Ammonium sulphate prices have continued their downward trend in comparison with prices observed in the same period in 1997. The price declines range between 18 percent less in Eastern Europe and 48 percent less in Western Europe. So far, this year Japan’s exports have risen by 6 percent compared to the same period in 1997. Thailand has shifted its source for imports with those from the Republic of Korea rising by 66 percent, while imports from Japan and the CIS have fallen by about 50 percent. Imports in Indonesia are so far at the same level as in the corresponding period last year.


1998 1997 Change from

August September September last year 1/

( . . . . . . US$/tonne . . . . . ) ( percentage )
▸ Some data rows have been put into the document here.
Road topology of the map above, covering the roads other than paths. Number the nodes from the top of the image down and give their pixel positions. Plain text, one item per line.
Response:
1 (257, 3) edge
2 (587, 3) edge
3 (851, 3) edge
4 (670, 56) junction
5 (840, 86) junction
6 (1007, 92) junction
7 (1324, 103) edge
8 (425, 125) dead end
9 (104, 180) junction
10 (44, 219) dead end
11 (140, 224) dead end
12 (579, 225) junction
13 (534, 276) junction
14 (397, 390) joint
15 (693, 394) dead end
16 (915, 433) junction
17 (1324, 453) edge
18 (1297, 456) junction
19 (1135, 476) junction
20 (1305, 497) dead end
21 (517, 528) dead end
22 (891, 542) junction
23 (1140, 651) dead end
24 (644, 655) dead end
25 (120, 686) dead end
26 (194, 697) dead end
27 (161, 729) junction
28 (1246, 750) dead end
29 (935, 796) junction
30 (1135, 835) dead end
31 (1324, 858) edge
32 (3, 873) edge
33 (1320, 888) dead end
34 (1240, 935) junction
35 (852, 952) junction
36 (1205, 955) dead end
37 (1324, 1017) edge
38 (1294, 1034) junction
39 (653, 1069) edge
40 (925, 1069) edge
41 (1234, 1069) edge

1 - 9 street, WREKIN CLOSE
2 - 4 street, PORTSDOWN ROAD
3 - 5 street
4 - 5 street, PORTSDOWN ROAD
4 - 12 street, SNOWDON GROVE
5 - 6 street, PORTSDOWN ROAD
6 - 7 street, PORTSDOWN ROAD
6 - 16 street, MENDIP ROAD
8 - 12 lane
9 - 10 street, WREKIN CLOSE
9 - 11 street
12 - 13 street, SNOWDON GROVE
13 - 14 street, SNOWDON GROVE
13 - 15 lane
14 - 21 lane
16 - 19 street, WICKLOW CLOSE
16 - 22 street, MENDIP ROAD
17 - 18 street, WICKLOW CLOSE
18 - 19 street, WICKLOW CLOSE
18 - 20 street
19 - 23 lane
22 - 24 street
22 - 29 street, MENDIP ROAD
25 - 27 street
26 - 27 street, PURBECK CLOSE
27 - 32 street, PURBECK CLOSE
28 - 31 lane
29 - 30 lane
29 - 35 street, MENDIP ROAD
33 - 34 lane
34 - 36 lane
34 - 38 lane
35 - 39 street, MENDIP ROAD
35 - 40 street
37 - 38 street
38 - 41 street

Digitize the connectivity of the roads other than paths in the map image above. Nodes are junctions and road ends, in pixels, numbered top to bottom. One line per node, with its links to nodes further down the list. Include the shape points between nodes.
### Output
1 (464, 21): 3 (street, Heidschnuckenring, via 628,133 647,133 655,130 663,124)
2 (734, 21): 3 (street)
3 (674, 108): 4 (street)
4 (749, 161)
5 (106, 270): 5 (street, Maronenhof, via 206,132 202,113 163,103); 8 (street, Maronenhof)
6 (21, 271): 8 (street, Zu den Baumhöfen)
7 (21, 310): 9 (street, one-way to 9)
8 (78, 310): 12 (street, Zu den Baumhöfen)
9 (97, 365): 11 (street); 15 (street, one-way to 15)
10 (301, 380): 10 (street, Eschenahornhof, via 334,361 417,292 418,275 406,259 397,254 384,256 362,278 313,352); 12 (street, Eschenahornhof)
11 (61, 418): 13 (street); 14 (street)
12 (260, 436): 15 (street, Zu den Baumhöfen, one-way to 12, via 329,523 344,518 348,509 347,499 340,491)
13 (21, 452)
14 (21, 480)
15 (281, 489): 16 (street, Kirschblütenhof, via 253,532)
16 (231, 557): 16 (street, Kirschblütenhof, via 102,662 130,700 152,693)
eastern Europe 85-87 82-84 90-94 - 10.2
Near East 99-111 98-110 97-108 - 1.2
Ammonium Sulphate

eastern Europe 26-36 27-36 33-44 - 17.8
U.S. Gulf 45-55 45-55 80-85 - 39.4
western Europe 40-45 40-45 80-82 - 47.5
Far East 68-73 55-56 93-93 - 40.3
Diammonium Phosphate

Jordan 211-219 212-219 214-219 - 0.4
North Africa 209-215 211-216 201-215 + 2.6
U.S. Gulf 209-211 208-211 197-199 + 6.0
Triple Superphosphate

North Africa 159-164 161-164 160-165 + 0.1
U.S. Gulf 168-172 171-175 161-164 + 6.2
Muriate of Potash

eastern Europe 90-105 91-106 83-96 + 10.0
Vancouver 115-127 115-127 114-127 + 0.3
western Europe 126-136 127-136 112-117 + 14.8

SOURCE: Compiled from Fertilizer Week and Fertilizer Market Bulletin.
1/ From mid-point of given ranges.

Prices for Diammonium phosphate (DAP) remained stable in August and September and are between 3-6 percent above the corresponding period a year ago. Demand from Asia continues to sustain the DAP market. Demand in China is expected to be high because of the need to compensate for crop losses sustained during recent floods. DAP demand from India is uncertain; the DAP retail price has been deregulated and the impact on import requirements is yet unknown. DAP destined for India will meet demand in other markets such as Australia, Viet Nam and China. In western Europe DAP demand is low and it is decreasing in Latin America where the season for application is almost over. In the United States DAP production increased slightly compared to 1997. The expected slippage of September shipments to October due to hurricane Georges did not materialize. Demand in the US domestic market is low at present, but exports are expected to sustain prices at present levels.

Triple superphosphate (TSP) prices increased in September. Spot prices in North Africa are the same as last year while TSP prices in the US Gulf are 6 percent higher. North African exports are supplying markets in the Islamic Republic of Iran, Argentina, Brazil, and western Europe. Bangladesh is importing 20 000 tonnes from the United States, while at the same time Bulgaria is exporting considerable amounts of TSP to the United States.

International spot prices for Muriate of potash (MOP) have increased by 10 percent or more in both eastern and western European markets compared to the previous year, while they remain at the same level in the Vancouver market. MOP imports in Brazil may be affected by revised foreign exchange measures and domestic price increases. In India, MOP price controls have been imposed to mitigate farmers’ hardship caused by floods, drought and cyclones in various parts of the country. The MOP subsidy policy in Indonesia is at present under review. In France, demand for granular MOP has been low because of poor weather; consumption this year has been 5 percent lower compared to 1997.